Rottamazione cartelle scadenza

La data fatidica è arrivata: scade oggi, 21 aprile, il termine per l’adesione dei contribuenti alla rottamazione delle cartelle esattoriali. La scadenza per l’invio delle domande, che un mese fa era stata prorogata per tre settimane dalla fine di marzo, ha permesso ai cittadini che hanno debiti col Fisco di riflettere meglio sul da farsi, decidere per l’opzione più conveniente e aderire alla rottamazione presso gli sportelli Equitalia o tramite servizi informatici.

L’occasione è, almeno sulla carta, di quelle importanti: la rottamazione, o “definizione agevolata”, permette infatti di risolvere i debiti con il Fisco senza pagare le sanzioni dovute sulle somme e gli interessi di mora. Vediamo allora, nell’ultimo giorno utile per l’invio della richiesta, come funziona la procedura, quante sono le rate da pagare e quali sono le scadenze previste.

 

 

Come funziona la rottamazione delle cartelle?

La rottamazione delle cartelle di pagamento di Equitalia è una misura di collaborazione tra il Fisco e i contribuenti che prevede, per i debitori che aderiranno entro oggi, uno sconto sulle sanzioni dovute sulle somme e sugli interessi di mora di tutte le cartelle emesse tra il 1° gennaio 2000 e il 31 dicembre 2016.

Sono inclusi nella rottamazione tutti i ruoli relativi ai tributi, alle imposte, ai contributi previdenziali e assistenziali e alle multe stradali. I tributi locali sono compresi nella rottamazione, ma solo se il Comune in questione accetta di aderire alla misura. Nel caso di multe stradali, lo sconto include le sanzioni e le maggiorazioni previste dalla legge.

Per presentare domanda di rottamazione, ricordiamo, è necessario compilare il modulo “DA1” di dichiarazione di adesione alla definizione agevolata, qui in allegato.

Scarica il modulo di adesione alla rottamazione delle cartelle di Equitalia.

 

Quali somme si devono comunque pagare?

I contribuenti che aderiranno alla rottamazione, tuttavia, dovranno comunque pagare gli altri importi. Sono infatti dovuti, oltre alla somma di base:

  • gli interessi da ritardata iscrizione al ruolo;
  • le somme maturate a titolo di aggio, da calcolare però solo sul capitale e sugli interessi;
  • le spese per le procedure esecutive;
  • le spese di notifica della cartella.

 

Quali sono i termini di pagamento delle rate?

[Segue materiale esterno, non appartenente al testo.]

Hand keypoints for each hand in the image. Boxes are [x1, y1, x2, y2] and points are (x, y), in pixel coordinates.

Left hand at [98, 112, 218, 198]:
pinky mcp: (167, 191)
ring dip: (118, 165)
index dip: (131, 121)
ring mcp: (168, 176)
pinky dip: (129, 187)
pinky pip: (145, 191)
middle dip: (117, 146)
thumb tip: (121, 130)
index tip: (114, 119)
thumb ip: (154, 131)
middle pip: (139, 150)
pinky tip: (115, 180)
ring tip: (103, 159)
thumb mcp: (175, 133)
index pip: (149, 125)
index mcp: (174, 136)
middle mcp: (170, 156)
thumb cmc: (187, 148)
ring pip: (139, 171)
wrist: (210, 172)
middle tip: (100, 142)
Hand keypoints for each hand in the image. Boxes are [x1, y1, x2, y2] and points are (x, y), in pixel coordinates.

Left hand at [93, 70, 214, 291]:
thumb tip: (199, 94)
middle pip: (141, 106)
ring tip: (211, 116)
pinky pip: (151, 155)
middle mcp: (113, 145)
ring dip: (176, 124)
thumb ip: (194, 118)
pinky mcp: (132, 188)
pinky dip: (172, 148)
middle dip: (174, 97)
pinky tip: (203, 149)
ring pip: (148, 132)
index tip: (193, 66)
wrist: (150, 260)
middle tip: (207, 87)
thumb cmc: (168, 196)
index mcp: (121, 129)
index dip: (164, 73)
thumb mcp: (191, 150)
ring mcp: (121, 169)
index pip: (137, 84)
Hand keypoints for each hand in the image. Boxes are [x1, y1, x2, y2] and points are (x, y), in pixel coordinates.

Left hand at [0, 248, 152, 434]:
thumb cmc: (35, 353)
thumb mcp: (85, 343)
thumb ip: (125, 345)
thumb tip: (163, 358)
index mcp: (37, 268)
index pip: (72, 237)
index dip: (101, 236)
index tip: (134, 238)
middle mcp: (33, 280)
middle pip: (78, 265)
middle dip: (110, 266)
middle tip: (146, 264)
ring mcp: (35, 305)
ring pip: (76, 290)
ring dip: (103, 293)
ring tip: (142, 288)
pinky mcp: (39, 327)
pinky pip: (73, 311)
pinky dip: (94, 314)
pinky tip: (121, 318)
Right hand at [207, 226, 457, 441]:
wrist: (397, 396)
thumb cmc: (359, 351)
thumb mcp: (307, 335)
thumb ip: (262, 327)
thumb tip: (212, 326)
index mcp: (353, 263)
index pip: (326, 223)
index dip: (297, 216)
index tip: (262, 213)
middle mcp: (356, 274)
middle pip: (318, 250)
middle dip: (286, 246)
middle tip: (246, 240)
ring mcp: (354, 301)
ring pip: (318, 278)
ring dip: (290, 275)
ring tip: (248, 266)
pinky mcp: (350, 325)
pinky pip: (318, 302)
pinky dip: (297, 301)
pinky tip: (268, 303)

Le somme dovute a Equitalia e interessate dalla rottamazione potranno essere versate in cinque rate divise tra il 2017 e il 2018. È bene sapere, tuttavia, che la divisione non avverrà in parti uguali: ben il 70% dell’importo dovrà infatti essere pagato nel 2017 e solo il 30% nel 2018. Nello specifico:

  • la prima rata (luglio 2017) dovrà coprire il 24% della somma;
  • la seconda rata (settembre 2017) dovrà coprire il 23% del dovuto;
  • la terza rata (novembre 2017) dovrà coprire il 23% del dovuto;
  • la quarta rata (aprile 2018) interesserà il 15% del dovuto;
  • la quinta rata (settembre 2018) dovrà coprire infine il restante 15% della somma.

 

Rottamazione: un grande successo nonostante i rischi

Chi ha aspettato gli ultimi giorni per decidere se aderire o meno alla definizione agevolata avrà fatto bene a riflettere sui rischi che la rottamazione delle cartelle può comportare.

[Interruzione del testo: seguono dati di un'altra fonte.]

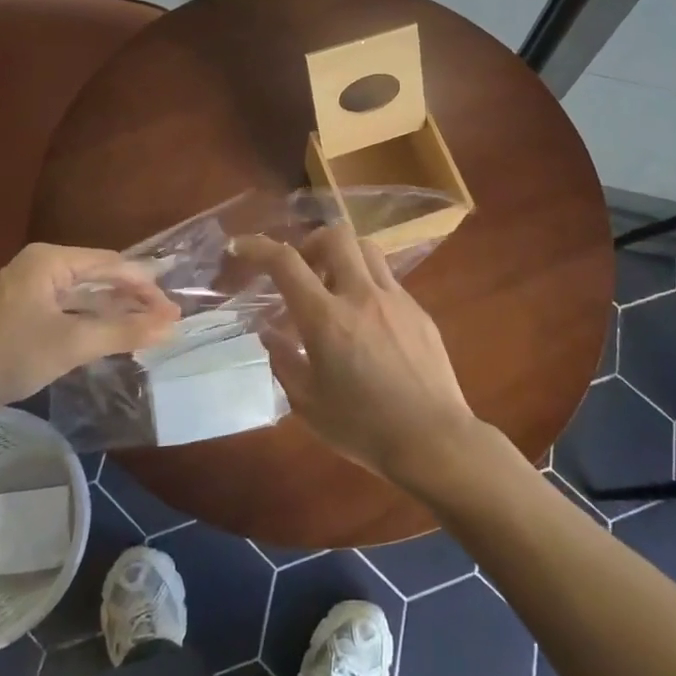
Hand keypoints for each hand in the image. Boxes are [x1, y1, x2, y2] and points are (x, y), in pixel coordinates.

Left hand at [0, 244, 178, 412]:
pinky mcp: (25, 314)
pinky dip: (94, 322)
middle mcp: (41, 266)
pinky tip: (115, 336)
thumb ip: (124, 331)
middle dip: (133, 299)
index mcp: (50, 260)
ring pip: (86, 295)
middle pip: (100, 276)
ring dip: (116, 312)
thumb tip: (171, 326)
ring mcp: (31, 290)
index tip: (173, 312)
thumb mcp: (73, 343)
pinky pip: (71, 310)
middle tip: (166, 322)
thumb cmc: (10, 356)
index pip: (112, 264)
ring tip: (149, 330)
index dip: (146, 287)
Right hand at [236, 226, 479, 485]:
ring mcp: (395, 299)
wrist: (432, 439)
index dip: (259, 247)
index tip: (242, 247)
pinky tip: (367, 321)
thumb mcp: (307, 403)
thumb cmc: (362, 427)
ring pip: (367, 248)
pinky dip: (368, 285)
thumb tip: (269, 332)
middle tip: (304, 271)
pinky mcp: (419, 310)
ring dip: (343, 257)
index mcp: (326, 319)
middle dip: (311, 243)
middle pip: (335, 236)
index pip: (285, 263)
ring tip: (335, 289)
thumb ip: (283, 360)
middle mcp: (361, 296)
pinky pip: (388, 279)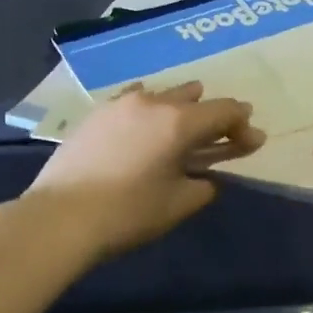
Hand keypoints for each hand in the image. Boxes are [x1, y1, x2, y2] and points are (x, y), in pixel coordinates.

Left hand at [28, 82, 262, 259]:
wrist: (60, 217)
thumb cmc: (128, 213)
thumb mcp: (177, 205)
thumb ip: (202, 186)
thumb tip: (205, 179)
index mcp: (179, 122)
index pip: (224, 111)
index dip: (243, 125)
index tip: (252, 142)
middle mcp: (153, 103)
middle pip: (194, 97)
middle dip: (213, 114)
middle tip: (221, 135)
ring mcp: (120, 104)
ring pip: (162, 94)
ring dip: (180, 107)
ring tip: (183, 126)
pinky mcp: (95, 114)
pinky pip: (133, 101)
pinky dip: (149, 109)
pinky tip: (145, 122)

Il rischio principale, ovviamente, è quello di pagare le rate previste in ritardo. La definizione agevolata, infatti, prevede l’esclusione immediata dal beneficio per tutti i contribuenti che non rispettano le scadenze. Ma non solo: il cittadino decaduto dalla definizione agevolata potrà tornare al piano di rateazione originariamente concesso solo in caso di ritardo nel pagamento della prima rata della rottamazione. I contribuenti che non rispetteranno i termini di anche solo una delle rate successive perderanno anche il diritto alla vecchia rateazione.

Nonostante i pericoli, tuttavia, la rottamazione delle cartelle è stata finora un successo: secondo i dati ufficiali di Equitalia, sono giunte all’ente di riscossione oltre 600.000 richieste valide di contribuenti, 500.000 delle quali sono state già lavorate.